Exact copy, pictures excluded: write out every line below.

>>>

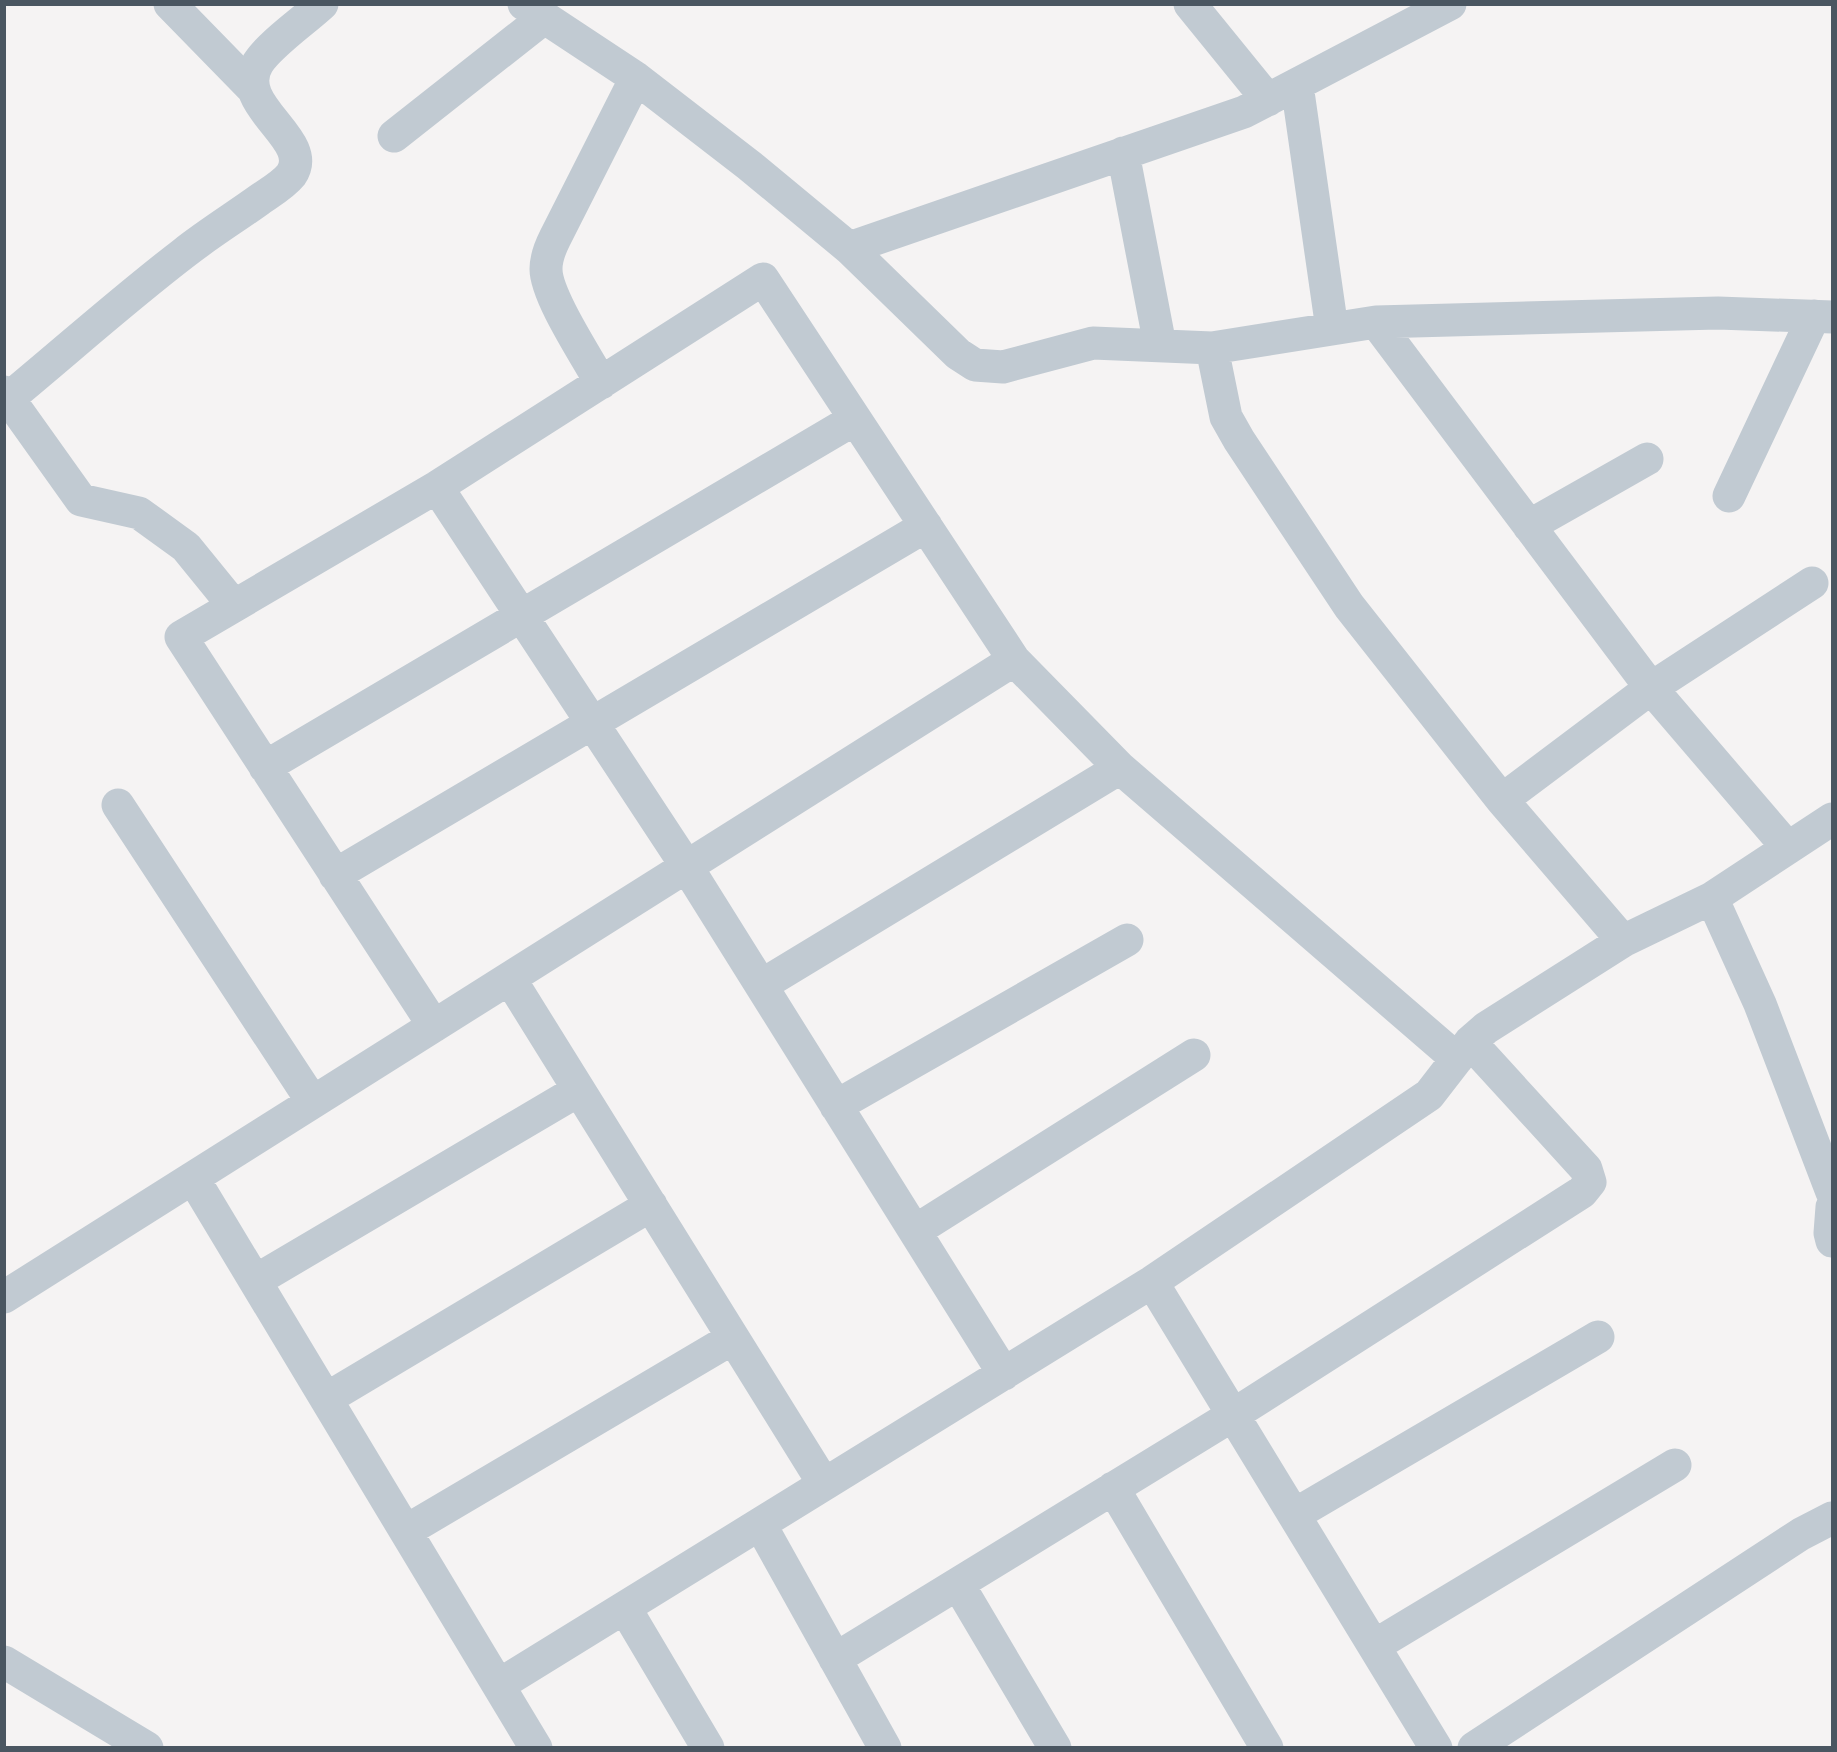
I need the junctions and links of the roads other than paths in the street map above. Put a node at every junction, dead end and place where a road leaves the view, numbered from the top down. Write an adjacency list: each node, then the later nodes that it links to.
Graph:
1 (170, 4): 8 (street)
2 (322, 4): 8 (street)
3 (1190, 4): 9 (street)
4 (1442, 6): 7 (street)
5 (534, 11): 6 (street); 10 (street)
6 (636, 78): 12 (street); 18 (street)
7 (1297, 84): 9 (street); 15 (street)
8 (254, 90): 19 (street)
9 (1268, 100): 11 (street)
10 (394, 136)
11 (1123, 153): 12 (street); 16 (street)
12 (849, 248): 16 (street)
13 (1823, 316): 14 (street); 23 (street)
14 (1376, 322): 15 (street); 25 (street)
15 (1332, 329): 17 (street)
16 (1160, 345): 17 (street)
17 (1212, 348): 34 (street)
18 (601, 383): 20 (street); 22 (street)
19 (7, 395): 27 (street)
20 (855, 419): 24 (street); 28 (street)
21 (1647, 459): 25 (street)
22 (437, 487): 27 (street); 28 (street)
23 (1730, 496)
24 (926, 526): 29 (street); 31 (street)
25 (1529, 526): 30 (street)
26 (1812, 583): 30 (street)
27 (234, 606): 32 (street)
28 (521, 615): 31 (street); 32 (street)
29 (1014, 660): 33 (street); 38 (street)
30 (1651, 688): 34 (street); 37 (street)
31 (593, 724): 38 (street); 39 (street)
32 (265, 767): 39 (street)
33 (1119, 768): 44 (street); 46 (street)
34 (1502, 800): 42 (street)
35 (118, 805): 49 (street)
36 (1833, 819): 37 (street)
37 (1788, 848): 40 (street)
38 (687, 867): 43 (street); 44 (street)
39 (335, 875): 45 (street)
40 (1713, 898): 42 (street); 52 (street)
41 (1127, 940): 50 (street)
42 (1623, 941): 46 (street)
43 (510, 979): 45 (street); 48 (street)
44 (762, 985): 50 (street)
45 (434, 1026): 49 (street)
46 (1463, 1051): 58 (street); 64 (street)
47 (1194, 1055): 55 (street)
48 (579, 1090): 53 (street); 57 (street)
49 (312, 1101): 51 (street)
50 (836, 1106): 55 (street)
51 (193, 1178): 57 (street); 59 (street)
52 (1833, 1192)
53 (651, 1205): 61 (street); 63 (street)
54 (1833, 1207): 56 (street)
55 (915, 1231): 62 (street)
56 (1833, 1241)
57 (255, 1281): 63 (street)
58 (1152, 1282): 62 (street); 64 (street)
59 (4, 1297)
60 (1598, 1337): 68 (street)
61 (733, 1338): 66 (street); 71 (street)
62 (1004, 1374): 66 (street)
63 (326, 1399): 71 (street)
64 (1233, 1415): 67 (street); 68 (street)
65 (1675, 1465): 74 (street)
66 (824, 1484): 70 (street)
67 (1113, 1488): 72 (street); 83 (street)
68 (1294, 1515): 74 (street)
69 (1833, 1518): 85 (street)
70 (760, 1524): 73 (street); 75 (street)
71 (406, 1531): 77 (street)
72 (958, 1584): 75 (street); 82 (street)
73 (625, 1608): 77 (street); 80 (street)
74 (1374, 1646): 84 (street)
75 (835, 1659): 81 (street)
76 (4, 1662): 78 (street)
77 (499, 1685): 79 (street)
78 (147, 1748)
79 (536, 1748)
80 (708, 1748)
81 (885, 1748)
82 (1054, 1748)
83 (1267, 1748)
84 (1436, 1748)
85 (1474, 1748)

<<<

Exercise output:
I need the junctions and links of the roads other than paths in the street map above. Put a node at every junction, dead end and place where a road leaves the view, numbered from the top down. Write an adjacency list: each node, then the later nodes that it links to.
Graph:
1 (170, 4): 8 (street)
2 (322, 4): 8 (street)
3 (1190, 4): 9 (street)
4 (1442, 6): 7 (street)
5 (534, 11): 6 (street); 10 (street)
6 (636, 78): 12 (street); 18 (street)
7 (1297, 84): 9 (street); 15 (street)
8 (254, 90): 19 (street)
9 (1268, 100): 11 (street)
10 (394, 136)
11 (1123, 153): 12 (street); 16 (street)
12 (849, 248): 16 (street)
13 (1823, 316): 14 (street); 23 (street)
14 (1376, 322): 15 (street); 25 (street)
15 (1332, 329): 17 (street)
16 (1160, 345): 17 (street)
17 (1212, 348): 34 (street)
18 (601, 383): 20 (street); 22 (street)
19 (7, 395): 27 (street)
20 (855, 419): 24 (street); 28 (street)
21 (1647, 459): 25 (street)
22 (437, 487): 27 (street); 28 (street)
23 (1730, 496)
24 (926, 526): 29 (street); 31 (street)
25 (1529, 526): 30 (street)
26 (1812, 583): 30 (street)
27 (234, 606): 32 (street)
28 (521, 615): 31 (street); 32 (street)
29 (1014, 660): 33 (street); 38 (street)
30 (1651, 688): 34 (street); 37 (street)
31 (593, 724): 38 (street); 39 (street)
32 (265, 767): 39 (street)
33 (1119, 768): 44 (street); 46 (street)
34 (1502, 800): 42 (street)
35 (118, 805): 49 (street)
36 (1833, 819): 37 (street)
37 (1788, 848): 40 (street)
38 (687, 867): 43 (street); 44 (street)
39 (335, 875): 45 (street)
40 (1713, 898): 42 (street); 52 (street)
41 (1127, 940): 50 (street)
42 (1623, 941): 46 (street)
43 (510, 979): 45 (street); 48 (street)
44 (762, 985): 50 (street)
45 (434, 1026): 49 (street)
46 (1463, 1051): 58 (street); 64 (street)
47 (1194, 1055): 55 (street)
48 (579, 1090): 53 (street); 57 (street)
49 (312, 1101): 51 (street)
50 (836, 1106): 55 (street)
51 (193, 1178): 57 (street); 59 (street)
52 (1833, 1192)
53 (651, 1205): 61 (street); 63 (street)
54 (1833, 1207): 56 (street)
55 (915, 1231): 62 (street)
56 (1833, 1241)
57 (255, 1281): 63 (street)
58 (1152, 1282): 62 (street); 64 (street)
59 (4, 1297)
60 (1598, 1337): 68 (street)
61 (733, 1338): 66 (street); 71 (street)
62 (1004, 1374): 66 (street)
63 (326, 1399): 71 (street)
64 (1233, 1415): 67 (street); 68 (street)
65 (1675, 1465): 74 (street)
66 (824, 1484): 70 (street)
67 (1113, 1488): 72 (street); 83 (street)
68 (1294, 1515): 74 (street)
69 (1833, 1518): 85 (street)
70 (760, 1524): 73 (street); 75 (street)
71 (406, 1531): 77 (street)
72 (958, 1584): 75 (street); 82 (street)
73 (625, 1608): 77 (street); 80 (street)
74 (1374, 1646): 84 (street)
75 (835, 1659): 81 (street)
76 (4, 1662): 78 (street)
77 (499, 1685): 79 (street)
78 (147, 1748)
79 (536, 1748)
80 (708, 1748)
81 (885, 1748)
82 (1054, 1748)
83 (1267, 1748)
84 (1436, 1748)
85 (1474, 1748)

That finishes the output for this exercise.